You've got to keep reminding yourself that you're doing it for his wellbeing in the long term.. it's for his teeth and also, as with all children, it's to help him progress. He'll be "freer" when he's no longer dependant on a dummy. He'll learn to calm down by himself which is a really important life skill!

He'll cry a lot to begin with, but once he's calm give him the telephone/tablet/television. That way you're rewarding the "target" behaviour. He'll associate being calm with having a reward.
Good luck!

BlankTimes · 26/11/2018 12:28

Cinnamus you describe yourself as an Autism specialist, what specifically about the advice you've just given can be applied to an autistic child?
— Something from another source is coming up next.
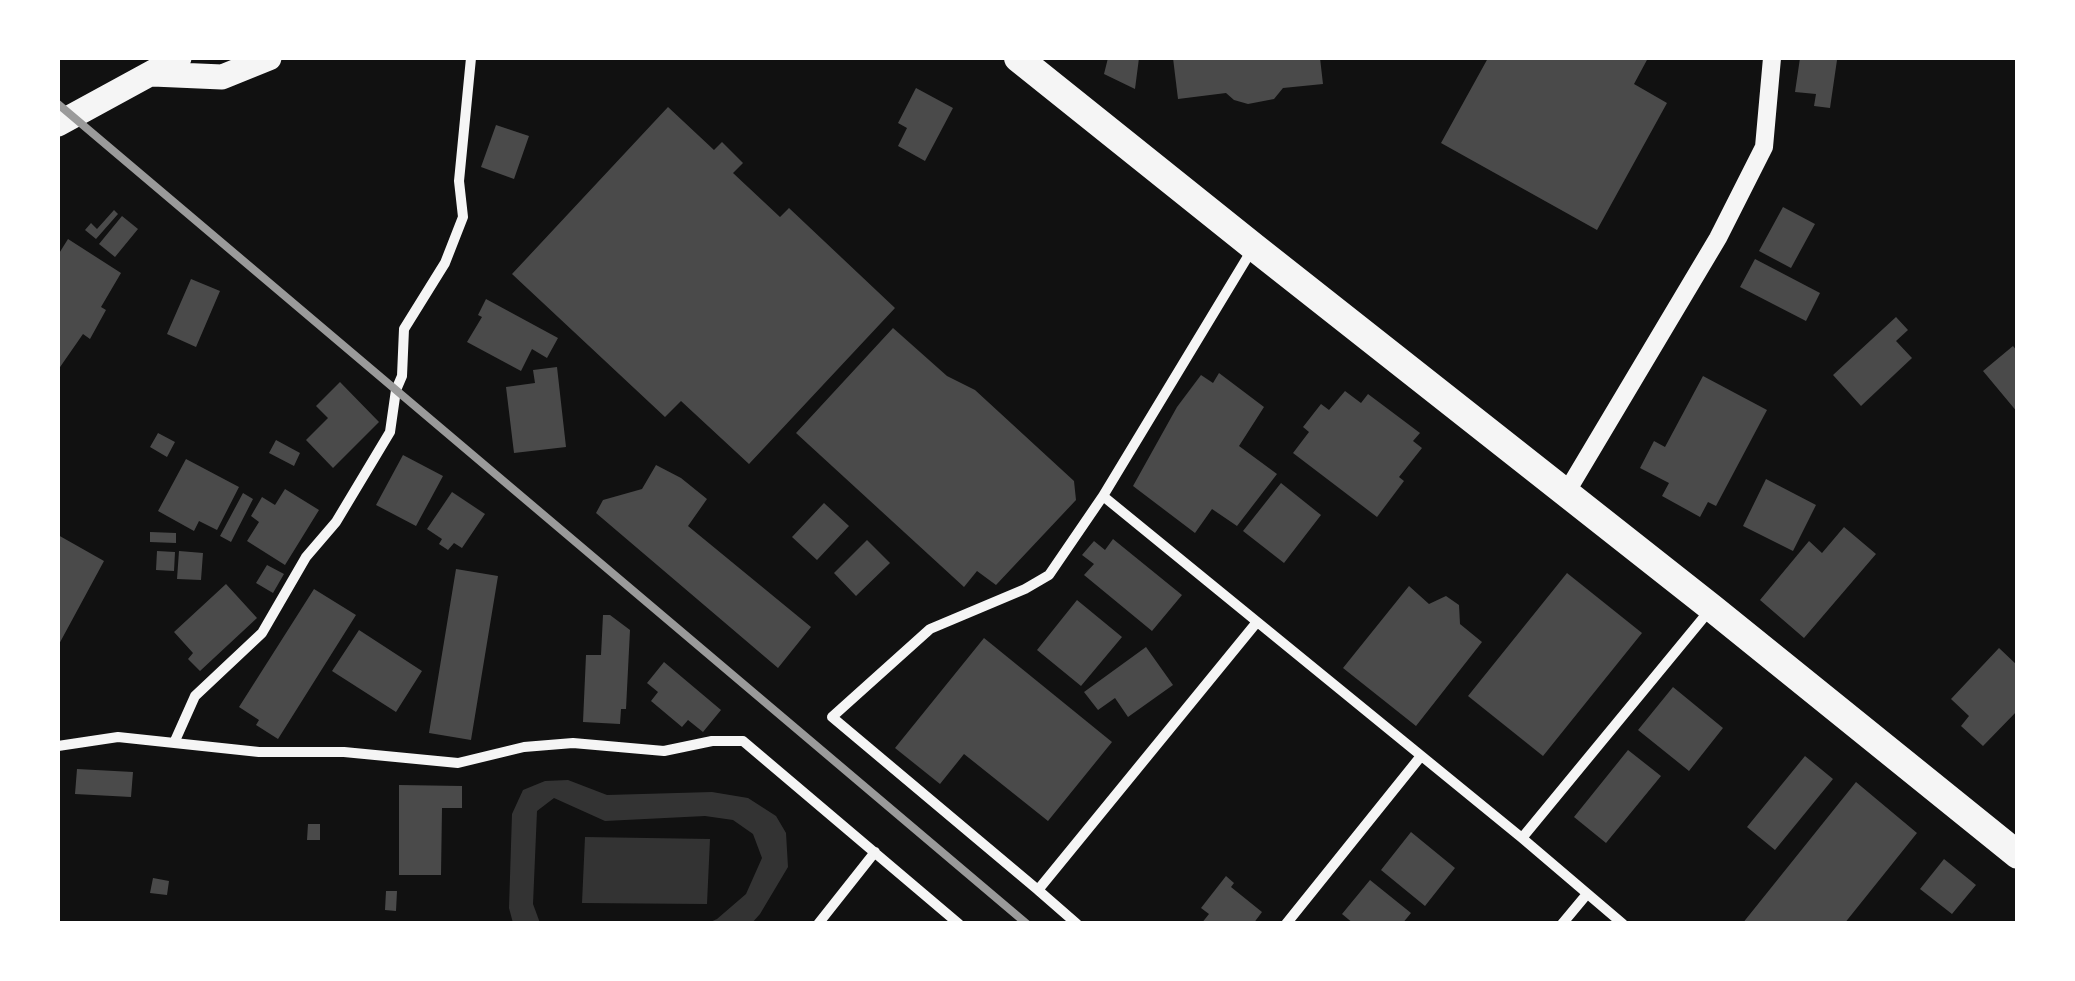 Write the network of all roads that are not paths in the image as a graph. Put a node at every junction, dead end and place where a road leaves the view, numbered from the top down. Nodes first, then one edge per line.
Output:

"I'm afraid you've just got to throw all the dummies away and he's got to learn to calm down/ sleep without one"

I'd expect that advice for an NT child, but not for one that has autism.

LonnyVonnyWilsonFrickett · 26/11/2018 12:47

As Cinnamus says, if he's not motivated by toys find a way to give him the thing he is motivated by, then gradually fade that out. If he has a blanket, then that's good - maybe he'll move onto that.

shouting · 26/11/2018 13:30

Yeah he's not very good at self regulation, that's kind of the whole point! It seems cruel to take away one thing that does help him.
But obviously we need to think of his teeth as well.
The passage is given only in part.